El obstáculo de sí mismo

Por: 

Equipo Editorial

El director de cine Jirí Menzel estuvo en Cartagena para escoger la película ganadora de la muestra central de este año que resultó siendo el filme uruguayo Gigante. El ganador del Oscar en 1967 por su película Trenes rigurosamente vigilados, en la categoría Mejor Película en habla no inglesa, habló con la Red de Bibliotecas sobre su trayectoria y la estrecha relación que mantuvo con el escritor checo Bohumil Hrabal de quien también adaptó algunos cuentos y la novela Yo serví al rey de Inglaterra, recientemente vista en la cartelera nacional.

¿Usted llegó primero al cine o a los libros de Bohumil Hrabal?

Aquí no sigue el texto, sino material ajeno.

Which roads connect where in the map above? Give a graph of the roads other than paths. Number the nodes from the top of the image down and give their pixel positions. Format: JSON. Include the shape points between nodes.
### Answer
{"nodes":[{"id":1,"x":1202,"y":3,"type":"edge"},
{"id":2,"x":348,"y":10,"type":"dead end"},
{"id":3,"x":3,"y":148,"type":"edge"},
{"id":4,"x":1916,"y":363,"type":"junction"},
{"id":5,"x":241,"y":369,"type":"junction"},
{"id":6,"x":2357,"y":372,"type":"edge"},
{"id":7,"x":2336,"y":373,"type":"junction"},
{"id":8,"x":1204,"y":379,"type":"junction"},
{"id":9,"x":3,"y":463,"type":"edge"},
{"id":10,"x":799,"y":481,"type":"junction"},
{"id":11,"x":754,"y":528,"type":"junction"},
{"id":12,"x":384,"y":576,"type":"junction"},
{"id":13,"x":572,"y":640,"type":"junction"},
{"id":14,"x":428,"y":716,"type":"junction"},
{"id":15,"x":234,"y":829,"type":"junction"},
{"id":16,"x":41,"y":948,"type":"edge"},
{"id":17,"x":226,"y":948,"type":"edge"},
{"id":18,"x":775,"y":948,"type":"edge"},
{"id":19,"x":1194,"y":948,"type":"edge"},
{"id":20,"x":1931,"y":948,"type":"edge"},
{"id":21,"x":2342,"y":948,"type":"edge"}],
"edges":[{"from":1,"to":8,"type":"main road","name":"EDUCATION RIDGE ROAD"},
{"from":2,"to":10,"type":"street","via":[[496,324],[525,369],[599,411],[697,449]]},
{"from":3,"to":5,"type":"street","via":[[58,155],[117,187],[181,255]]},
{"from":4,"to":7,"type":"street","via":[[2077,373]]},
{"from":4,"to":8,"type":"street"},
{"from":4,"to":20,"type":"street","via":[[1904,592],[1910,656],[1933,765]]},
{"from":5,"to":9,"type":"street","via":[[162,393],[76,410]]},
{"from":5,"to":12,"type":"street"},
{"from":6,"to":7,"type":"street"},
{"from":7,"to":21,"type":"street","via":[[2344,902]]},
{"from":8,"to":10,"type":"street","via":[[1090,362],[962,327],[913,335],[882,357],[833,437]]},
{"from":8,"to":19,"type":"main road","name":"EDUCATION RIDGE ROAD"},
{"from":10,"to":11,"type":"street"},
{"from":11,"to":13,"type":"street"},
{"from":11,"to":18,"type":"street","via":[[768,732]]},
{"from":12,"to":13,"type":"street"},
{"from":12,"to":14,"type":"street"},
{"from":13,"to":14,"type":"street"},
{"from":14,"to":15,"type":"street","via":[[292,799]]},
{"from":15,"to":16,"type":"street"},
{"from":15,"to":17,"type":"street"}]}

Yo primero estudié cine y para mi primer trabajo escogí la obra del señor Hrabal. Me fascinaron sus obras. Por eso cuando me ofrecieron hacer el primer cuento que filmé, acepté la oferta con muchísimo gusto. Y dado que hice  el primer cuento basado en la obra de él me ofrecieron más. Nosotros nos hicimos amigos personales y después tuve la ocasión de hacer más películas basadas en sus libros. Yo tenía suerte.

¿Qué pensaba el señor Hrabal de las películas que usted hacía?

El era muy gentil y generoso. Él decía: el libro es mío, la película es tuya. Yo me sentía bien cuando él me hacía el reconocimiento. Pero yo sabía de ante mano que él antes hablaba de otra forma de las películas y luego a mí me decía que era una película bonita, desde ese momento dejé de tomarlo en serio cuando me decía que las cosas estaban bien.

¿Cómo logra transformar el punto de vista de un escritor en el punto de vista de un cineasta?

Es cierto que la obra de Hrabal tiene mayor riqueza que la capacidad que yo tengo para reproducirla. Me queda muy difícil de especificar cuál es la diferencia, eso no se hace con la conciencia, lo hace el inconsciente. Yo sólo trato de hacer las cosas lo mejor que pueda.

En general, al trabajar un guión para una historia ¿en qué piensa y cómo quiere que el público se acerque a esa historia?

Inicialmente trato de conocer el autor. Leer otras cosas del mismo autor así como hace un intérprete cuando está traduciendo a otro idioma. Es que el autor tiene una razón para escribir cierto libro, por eso trato de buscar cuáles eran las fuentes que usó para escribirlo y dado que el cine tiene una estructura distinta a la de la literatura tengo que tomar esos elementos del libro para componer cierta forma dramática que funcione en la pantalla. Eso fue  lo que me enseñaron en la escuela y creo que lo sé hacer.

Recientemente en Colombia tuvimos la oportunidad de ver Yo serví al rey de Inglaterra. Es un film que tiene dos elementos me parecen muy importantes por lo contradictorios, primero es la descripción de la difícil situación que vivió Europa durante la Segunda Guerra mundial y lo segundo es el humor con el que se trabaja ese tema. ¿Cómo ayuda el humor para hacer un retrato de ese horror?

En el humor hay conocimiento. Las cosas cuando se dicen en serio son de cierta forma falsas. El verdadero conocimiento llega con el humor, con el chiste.

Desde su vivencia personal ¿cómo hace para que nos riamos de ello?

Cuando la persona no observa las cosas sino de un solo lado, no tiene en cuenta que la primera vista es siempre falsa. Hay que tener en cuenta todos los puntos de vista y escoger el más cercano a la verdad, para mí la verdad es vecina del humor. Yo no estaba escogiendo hacer las cosas, a mí siempre me hicieron un pedido y cuando sentía que podía con eso lo hacía. Aunque frecuentemente no me sentía capaz de hacerlo y por eso no tengo muchas películas.

Sin embargo las películas que ha hecho muestran un autor. ¿Cómo se ha formado ese autor?

Yo no sé. Fue como un azar. Yo llegué al cine por casualidad, porque en un principio no quería hacer películas quería hacer teatro, pero como no me recibieron en la escuela de teatro entonces decidí que podía ser bastante bueno para la televisión, creí que tal vez no va sería tan exigente. Ingresé a la escuela de televisión y cine, a las clases donde me enseñaron a hacer películas y por eso me volví cineasta.

¿Está satisfecho con el camino del cine?

Sí, pero aparte del cine también puedo hacer teatro. El único obstáculo que tengo soy yo mismo.